The Employers' Group IBEC has accused unions at the Electricity Supply Board of holding the country to ransom by planning industrial action for next month.

Unions at the ESB formally served notice of industrial action on the company yesterday.

Industrial action may begin on 16 December unless agreement is reached in a dispute over pensions. 

The ESB argues it has no further liability for deficits in pensions following a restructuring in 2010.

However, unions insist responsibility continues to lie with the company.

Unions intend to take industrial action unless the dispute is resolved. 

IBEC chief executive Danny McCoy told RTÉ Radio that the strike risk is causing disruption already. 

Even if the dispute is resolved before any industrial action, he said the prospect of power cuts has forced some business to take emergency staffing measures to cope with a strike. 

Mr McCoy said he felt there was a degree of cynicism in the timing of the planned industrial action.

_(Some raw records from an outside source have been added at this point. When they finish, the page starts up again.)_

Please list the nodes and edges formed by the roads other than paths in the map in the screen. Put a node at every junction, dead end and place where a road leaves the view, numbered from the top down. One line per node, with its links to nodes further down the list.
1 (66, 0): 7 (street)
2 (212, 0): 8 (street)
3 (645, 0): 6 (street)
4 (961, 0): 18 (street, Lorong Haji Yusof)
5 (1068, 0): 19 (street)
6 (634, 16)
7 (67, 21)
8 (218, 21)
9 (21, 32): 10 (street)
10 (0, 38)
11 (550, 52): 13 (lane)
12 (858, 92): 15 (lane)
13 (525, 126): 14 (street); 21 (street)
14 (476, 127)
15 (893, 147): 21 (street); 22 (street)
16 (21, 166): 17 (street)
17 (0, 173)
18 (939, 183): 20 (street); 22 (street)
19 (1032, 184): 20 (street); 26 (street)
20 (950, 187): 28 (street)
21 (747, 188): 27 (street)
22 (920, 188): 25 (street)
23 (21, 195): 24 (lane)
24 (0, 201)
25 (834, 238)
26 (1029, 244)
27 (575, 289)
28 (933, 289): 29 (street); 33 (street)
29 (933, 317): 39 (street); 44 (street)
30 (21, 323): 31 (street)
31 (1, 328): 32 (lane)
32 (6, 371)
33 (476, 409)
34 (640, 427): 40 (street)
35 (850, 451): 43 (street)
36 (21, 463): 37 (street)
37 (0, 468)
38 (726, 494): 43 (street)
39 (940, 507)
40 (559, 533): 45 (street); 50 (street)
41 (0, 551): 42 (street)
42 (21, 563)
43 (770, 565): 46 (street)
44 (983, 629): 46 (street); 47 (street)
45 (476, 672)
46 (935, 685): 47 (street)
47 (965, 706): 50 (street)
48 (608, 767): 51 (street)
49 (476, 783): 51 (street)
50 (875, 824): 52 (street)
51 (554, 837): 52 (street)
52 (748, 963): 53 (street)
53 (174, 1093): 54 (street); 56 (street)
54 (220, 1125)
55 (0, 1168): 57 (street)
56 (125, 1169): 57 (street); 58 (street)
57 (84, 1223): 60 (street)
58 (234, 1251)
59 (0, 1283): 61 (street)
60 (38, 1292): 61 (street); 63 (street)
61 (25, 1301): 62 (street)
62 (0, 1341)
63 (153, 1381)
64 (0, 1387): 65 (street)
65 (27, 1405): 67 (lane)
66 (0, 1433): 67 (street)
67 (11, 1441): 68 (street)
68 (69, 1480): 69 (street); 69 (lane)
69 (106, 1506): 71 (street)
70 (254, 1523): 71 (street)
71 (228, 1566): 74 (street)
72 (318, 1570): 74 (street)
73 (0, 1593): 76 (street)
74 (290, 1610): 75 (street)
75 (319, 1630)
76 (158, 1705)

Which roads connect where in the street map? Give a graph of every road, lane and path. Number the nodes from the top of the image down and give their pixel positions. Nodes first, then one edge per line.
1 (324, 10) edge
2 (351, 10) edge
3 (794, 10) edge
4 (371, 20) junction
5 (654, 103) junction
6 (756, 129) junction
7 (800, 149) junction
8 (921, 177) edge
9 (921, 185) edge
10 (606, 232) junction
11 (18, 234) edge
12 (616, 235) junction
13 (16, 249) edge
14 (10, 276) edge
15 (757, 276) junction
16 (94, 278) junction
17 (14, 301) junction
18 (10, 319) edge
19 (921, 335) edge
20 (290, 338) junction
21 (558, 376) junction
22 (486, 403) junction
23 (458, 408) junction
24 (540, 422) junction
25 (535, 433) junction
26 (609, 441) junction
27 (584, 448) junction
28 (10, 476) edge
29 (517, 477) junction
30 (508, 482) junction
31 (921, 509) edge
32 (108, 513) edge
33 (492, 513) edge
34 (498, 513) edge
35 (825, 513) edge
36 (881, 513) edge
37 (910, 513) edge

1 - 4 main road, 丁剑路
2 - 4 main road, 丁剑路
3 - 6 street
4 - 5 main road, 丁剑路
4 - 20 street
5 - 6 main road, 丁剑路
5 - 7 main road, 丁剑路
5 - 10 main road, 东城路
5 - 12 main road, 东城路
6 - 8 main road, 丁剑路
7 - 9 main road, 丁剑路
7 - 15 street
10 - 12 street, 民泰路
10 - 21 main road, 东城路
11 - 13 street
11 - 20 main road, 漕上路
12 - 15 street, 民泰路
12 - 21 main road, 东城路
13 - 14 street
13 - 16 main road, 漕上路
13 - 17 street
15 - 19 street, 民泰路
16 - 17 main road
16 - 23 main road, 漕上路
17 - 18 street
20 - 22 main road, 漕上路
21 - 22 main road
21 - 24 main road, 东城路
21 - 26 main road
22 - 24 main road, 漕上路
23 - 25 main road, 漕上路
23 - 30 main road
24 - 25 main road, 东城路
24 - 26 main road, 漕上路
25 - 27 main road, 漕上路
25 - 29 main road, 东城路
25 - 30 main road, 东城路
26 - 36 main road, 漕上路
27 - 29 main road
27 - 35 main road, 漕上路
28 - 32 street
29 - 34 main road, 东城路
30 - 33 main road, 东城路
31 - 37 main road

He said that unions had "seized the opportunity" to hold industrial action on the day after Ireland's exit from the EU/ECB/IMF bailout on 15 December. 

He also described the current dispute as not only damaging to workers in the ESB but also to wider society. 

"It's one of the critical pieces of the infrastructure make-up of this country and to be held to ransom at this point is not just damaging for that company and the employees themselves, it's also spilling over to the wider society," argued Mr McCoy. 

The Minister for Communications, Pat Rabbitte met a number of TDs, Senators and councillors this afternoon to discuss the controversial electricity pylon issue.

The meeting took place behind-closed-doors in a room in the INEC in Killarney, where the party conference is taking place. 

Earlier, the minister told reporters that consumers will be forced to pay higher electricity bills if underground high voltage powerlines are given the go ahead.

Overground power lines are the preferred option of Eirgrid but there has been a groundswell of support for underground lines from action groups across in rural communities across the country.

Minister Rabbitte said that laying the power lines underground has implications for the ESB bills, the electricity bills and energy bills of consumers.' 

He said, 'It will put up the cost of energy if a more expensive system of implementation is chosen and that is something as well the public and the consumers have to consider. 

The minister said that it is important for the Government to be 'sensitive' to the concerns of local communities.